Triads and triplicities are two ends of a spectrum which ranges from complete individuality to complete unity, respectively.  Between these two poles is the “triunity”, or trinity, the three-in-one.  (To avoid confusion with the Christian concept of trinity, I will use the term “triunity”.)  A triunity refers to one being with three distinguishable “persons” or aspects.  A triunity differs from a triad in that the whole of a triunity is greater than the sum of its parts, while it differs from a triplicity in that the identity of the whole (the triunity) does not subsume the identity of the parts.  In other words, the unity of the whole could not be expressed in the absence of the individuality of the parts.

Obviously, the best example of a triunity is the Christian “Trinity”: Father, Son, and Holy Ghost.  Another example is the Hindu Trimurti, the three aspects of the ultimate unknowable reality, Brahman – Brahma (creator), Vishnu (preserver), and Shiva (destroyer).  While there are many examples of triads and triplicities in ancient art and myth, true triunities are rare.  Graves’ Triple Goddess is an example of a triunity, the paradox of three goddesses in one and one goddess in three.

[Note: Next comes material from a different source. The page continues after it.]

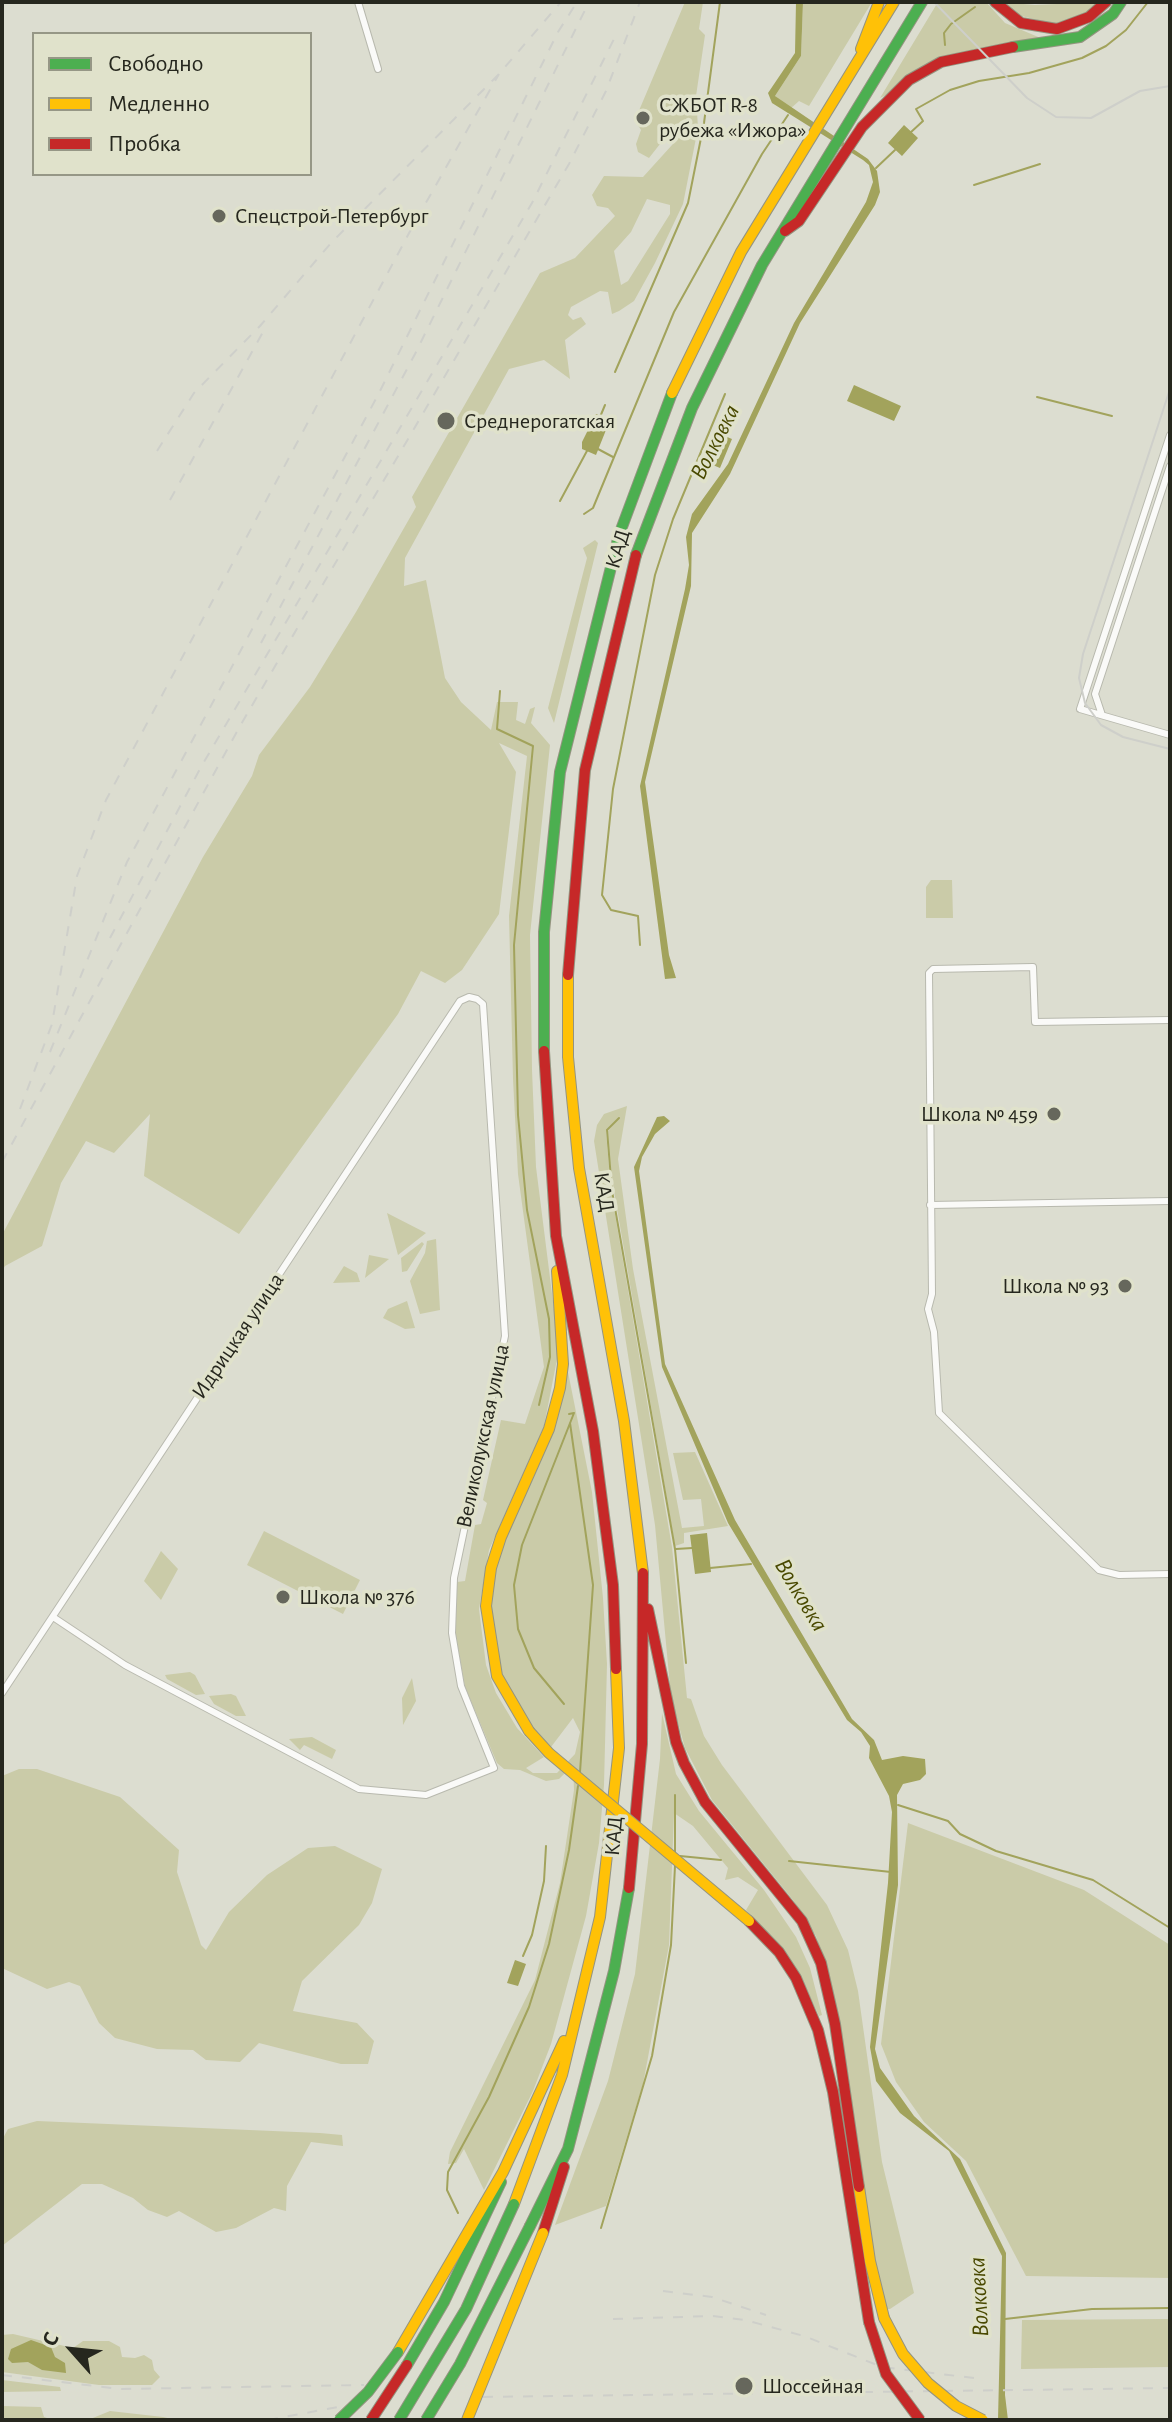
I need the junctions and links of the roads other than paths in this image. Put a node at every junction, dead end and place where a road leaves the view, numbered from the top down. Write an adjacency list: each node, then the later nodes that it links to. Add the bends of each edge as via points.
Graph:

Robert Graves’ Triple Goddess

Graves’s Triple Goddess is not a static tri-form goddess, but a living process, related to the phases of the moon, the seasons, and the human life cycle.  Graves had his epiphany about the Triple Goddess while writing Hercules, My Shipmate, or The Golden Fleece, which describes the ascendancy of the Olympian gods over the Triple Goddess.  The Golden Fleece was published in 1944, just four years before The White Goddess. There Graves described the Triple Goddess as follows: “Maiden, Nymph and Mother are the eternal royal Trinity of the island, and the Goddess, who is worshipped there in each of these aspects, as New Moon, Full Moon, and Old Moon, is the sovereign deity.” Noticeably absent from this description of the Triple Goddess is the dark “phase” of the goddess, the crone.  Graves’ association of the Mother-aspect of the Goddess with the Old Moon and the absence of a dark goddess suggests he had not fully worked out the Triple Goddess motif at this point.

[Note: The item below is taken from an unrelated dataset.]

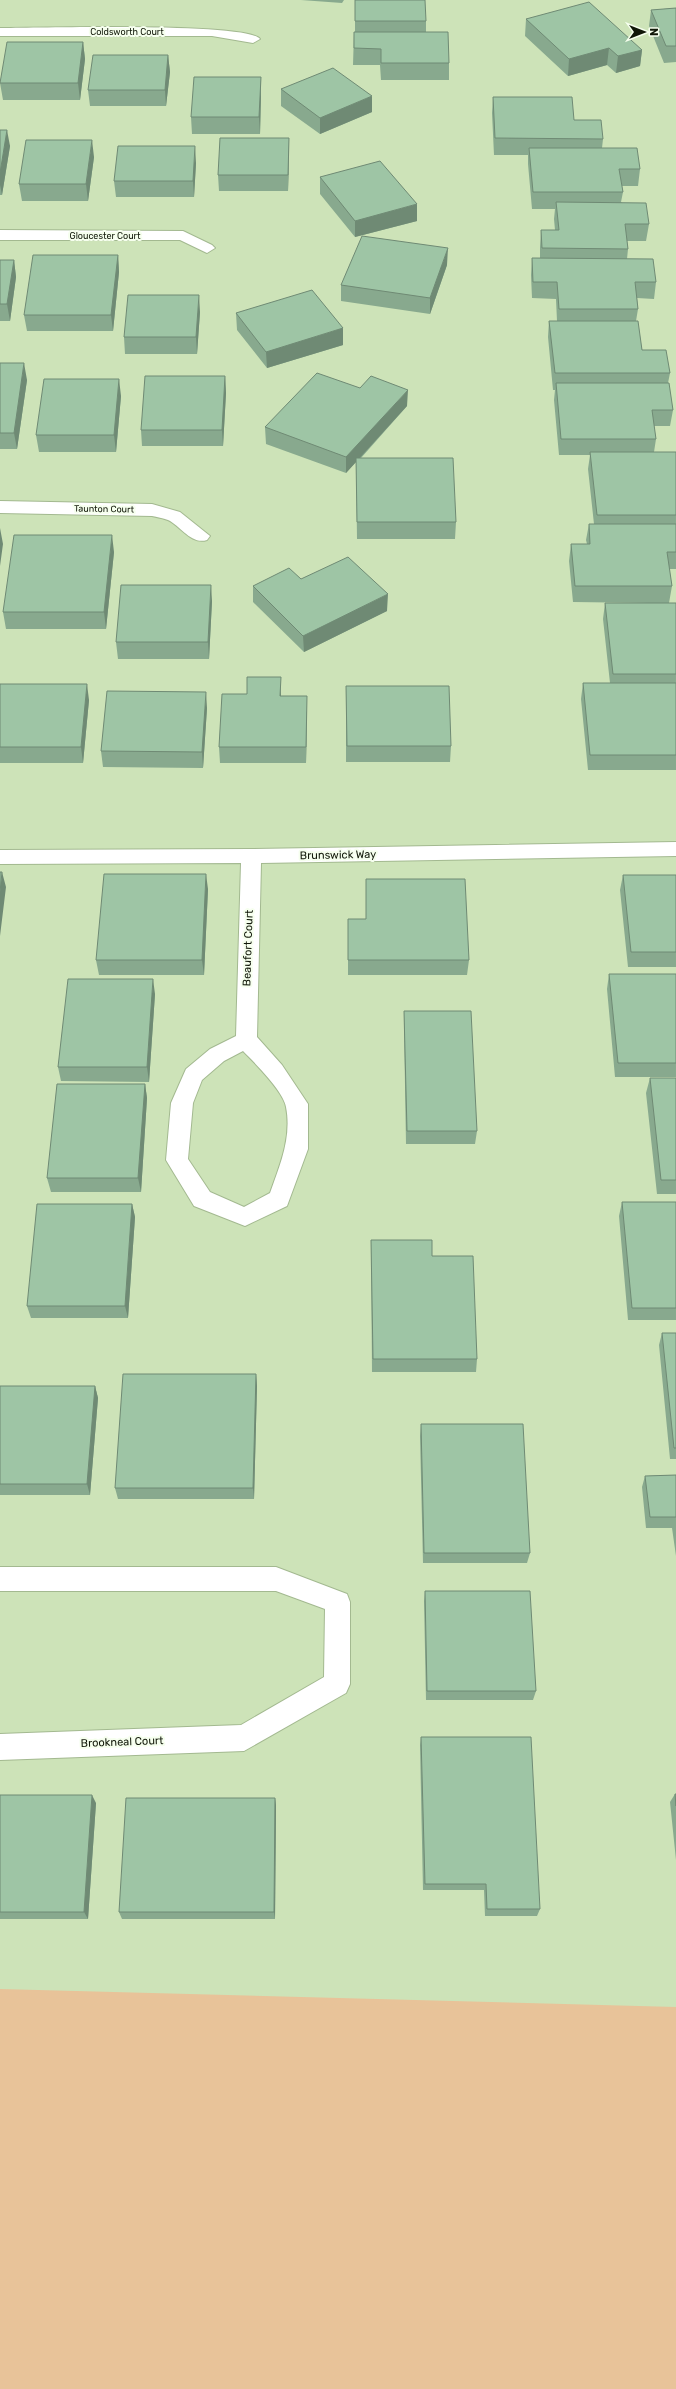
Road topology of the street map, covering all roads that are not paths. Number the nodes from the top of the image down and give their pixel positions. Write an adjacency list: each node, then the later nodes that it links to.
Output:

In 1946, Graves published King Jesus. There he described a “Great Triple Moon-goddess”, who he identified as the tri-form goddess of birth, love, and death. In the narrative, these take the form of Miriam (Jesus’ mother), Mary of Cleopas (Jesus’ potential wife), and Mary Magdalene (a witch who is a disciple of the old goddess religion).

Then, in 1948, Graves published The White Goddess.  Many Pagans don’t realize this, but Graves described the Triple Goddess in a number of ways in The White Goddess, including:

  • Mother/Bride/Layer-out
  • Maiden/Nymph/Hag
  • Maiden/Mother/Crone

(Note that the terms “Nymph” and “Bride” are synonyms for Graves.)  It is worth noting that it is the first of these trinities (Mother/Bride/Layer-out) which primarily concerns Graves in The White Goddess, but it is the last (Maiden/Mother/Crone) which ultimately became the popularized version of the Triple Goddess in Neo-Pagan myth.  The poetic “Theme” which is the subject of The White Goddess Graves (or one of them) is “the birth, life, death and resurrection of the God of thee Waxing Year; the central chapters concern the God’s losing battle with the God of the Waning Year for love of the capricious and all-powerful Threefold Goddess, their mother, bride and layer-out.”  Graves’ most elaborate description of the Tripe Goddess is as follows:

“As Goddess of the Underworld she was concerned with Birth, Procreation and Death. As Goddess of the Earth she was concerned with the three season of Spring, Summer and Winter: she animated trees and plants and ruled all living creatures. As Goddess of the Sky she was the Moon, in her three phases of New Moon, Full Moon, and Waning Moon. […] As the New Moon or Spring she was a girl; as the Full Moon or Summer she was woman; as the Old Moon or Winter she was hag.”

Here we see that Graves’ Triple Goddess was neither a triad, nor a triplicity, but a triunity to rival the Christian Trinity: She is three-in-one, always in process, and manifest in the heavens (moon) and earth (seasons) and in us (the human life cycle).  In the following posts, I will trace the evolution of the Greco-Roman goddesses Hecate/Diana until they reach the form that inspired Robert Graves’ Triple Goddess.